Syrian regime airstrikes over the country’s northwestern Idlib province on Thursday killed at least seven civilians and wounded at least 12, activists and first responders said.
The Syrian opposition, which now holds only a tiny sliver of the country, blamed Russia-backed warplanes for the attack. Moscow has been a major ally of Syrian regime leader Bashar Assad’s forces and helped turn the tide in the country’s civil war in his favor.
According to the opposition aircraft observatory, four Russian warplanes took off from the Hmeymim air base in Latakia and carried out a total of 16 attacks on the quarry in the village of Hafsarjah and the headquarters of the anti-regime military groups nearby.

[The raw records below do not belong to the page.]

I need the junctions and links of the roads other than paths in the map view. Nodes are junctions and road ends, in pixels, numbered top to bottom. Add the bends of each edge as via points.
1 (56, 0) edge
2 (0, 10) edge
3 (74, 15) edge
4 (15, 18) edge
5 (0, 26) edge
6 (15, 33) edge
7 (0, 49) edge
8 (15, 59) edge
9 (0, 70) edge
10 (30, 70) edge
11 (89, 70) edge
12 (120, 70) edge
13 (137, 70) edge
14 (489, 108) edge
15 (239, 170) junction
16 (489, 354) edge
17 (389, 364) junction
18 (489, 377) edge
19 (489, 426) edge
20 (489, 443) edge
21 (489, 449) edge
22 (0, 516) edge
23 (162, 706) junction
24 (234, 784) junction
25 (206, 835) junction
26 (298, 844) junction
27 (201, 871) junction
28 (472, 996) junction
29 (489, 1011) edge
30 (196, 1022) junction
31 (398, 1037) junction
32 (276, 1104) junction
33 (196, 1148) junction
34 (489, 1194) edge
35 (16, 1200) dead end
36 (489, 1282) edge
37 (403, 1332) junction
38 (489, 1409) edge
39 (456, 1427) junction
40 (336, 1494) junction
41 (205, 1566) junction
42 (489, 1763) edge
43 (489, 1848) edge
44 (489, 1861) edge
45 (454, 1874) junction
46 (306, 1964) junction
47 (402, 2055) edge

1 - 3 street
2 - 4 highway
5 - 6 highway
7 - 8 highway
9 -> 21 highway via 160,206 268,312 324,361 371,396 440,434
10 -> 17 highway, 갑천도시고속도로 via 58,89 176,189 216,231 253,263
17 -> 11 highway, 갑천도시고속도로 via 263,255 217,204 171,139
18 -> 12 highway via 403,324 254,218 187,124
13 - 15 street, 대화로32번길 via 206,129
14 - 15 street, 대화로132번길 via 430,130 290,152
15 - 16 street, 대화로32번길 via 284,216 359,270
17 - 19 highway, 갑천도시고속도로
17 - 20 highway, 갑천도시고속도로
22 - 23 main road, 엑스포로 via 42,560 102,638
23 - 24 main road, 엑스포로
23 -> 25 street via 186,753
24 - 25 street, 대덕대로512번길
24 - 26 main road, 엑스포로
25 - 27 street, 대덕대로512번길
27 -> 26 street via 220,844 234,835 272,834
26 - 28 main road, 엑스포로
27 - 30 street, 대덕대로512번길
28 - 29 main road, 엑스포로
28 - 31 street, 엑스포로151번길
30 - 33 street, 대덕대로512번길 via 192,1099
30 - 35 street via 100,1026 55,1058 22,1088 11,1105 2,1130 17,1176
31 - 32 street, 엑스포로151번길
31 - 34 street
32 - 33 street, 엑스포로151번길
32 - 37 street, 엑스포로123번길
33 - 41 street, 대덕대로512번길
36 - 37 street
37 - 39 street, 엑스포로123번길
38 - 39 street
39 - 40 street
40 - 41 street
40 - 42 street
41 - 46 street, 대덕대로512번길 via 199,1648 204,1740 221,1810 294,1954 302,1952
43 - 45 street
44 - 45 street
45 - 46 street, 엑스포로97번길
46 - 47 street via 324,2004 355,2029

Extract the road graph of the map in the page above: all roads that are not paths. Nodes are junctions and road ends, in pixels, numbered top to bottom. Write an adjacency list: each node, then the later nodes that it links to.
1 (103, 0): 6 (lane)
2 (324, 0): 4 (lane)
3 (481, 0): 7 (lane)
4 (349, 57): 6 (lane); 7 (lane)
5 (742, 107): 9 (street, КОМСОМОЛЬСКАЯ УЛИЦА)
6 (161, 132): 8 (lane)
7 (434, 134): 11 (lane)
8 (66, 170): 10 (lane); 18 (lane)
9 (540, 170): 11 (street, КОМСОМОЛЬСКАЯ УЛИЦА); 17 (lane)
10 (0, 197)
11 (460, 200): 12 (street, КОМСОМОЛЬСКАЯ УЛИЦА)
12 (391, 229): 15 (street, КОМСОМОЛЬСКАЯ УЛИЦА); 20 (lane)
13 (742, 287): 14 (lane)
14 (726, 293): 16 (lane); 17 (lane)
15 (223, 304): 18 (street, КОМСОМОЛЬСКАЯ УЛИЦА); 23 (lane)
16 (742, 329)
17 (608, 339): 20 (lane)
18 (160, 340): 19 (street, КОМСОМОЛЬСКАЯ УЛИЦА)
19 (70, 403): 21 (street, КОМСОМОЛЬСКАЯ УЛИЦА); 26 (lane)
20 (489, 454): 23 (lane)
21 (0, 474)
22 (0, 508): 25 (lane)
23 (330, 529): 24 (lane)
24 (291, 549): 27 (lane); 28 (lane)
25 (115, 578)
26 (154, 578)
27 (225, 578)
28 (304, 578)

The Assad regime and Iran-backed terrorist groups on Thursday attacked the villages of Benin, Chnan and Maklabis in the west of Idlib with ground-to-ground weapons.
The Britain-based Syrian Observatory for Human Rights (SOHR), which relies on an extensive network of sources on the ground, gave the casualty figures, saying a total of 14 airstrikes were launched, killing seven people. It gave a higher toll for the wounded, saying 15 people were hurt.
At least four of those killed in the strikes that hit a stone quarry and a nearby home west of Idlib city were civilians, the SOHR said.
The observatory said it was seeking to identify the other three casualties.
An Agence France-Presse (AFP) correspondent in the area saw ambulances ferrying victims from the site of the strikes, as large plumes of smoke rose overhead.
The house near the stone quarry was left completely destroyed, the correspondent said.
Syrian Civil Defense volunteers also said in a statement that the area in the opposition enclave was also hit with surface-to-surface missiles and cluster munitions. The sources of the airstrikes could not be independently verified, nor the targets of the attacks.
Rescuers rushed to remove the bodies under the rubble of a workshop in the village of Hafsarja.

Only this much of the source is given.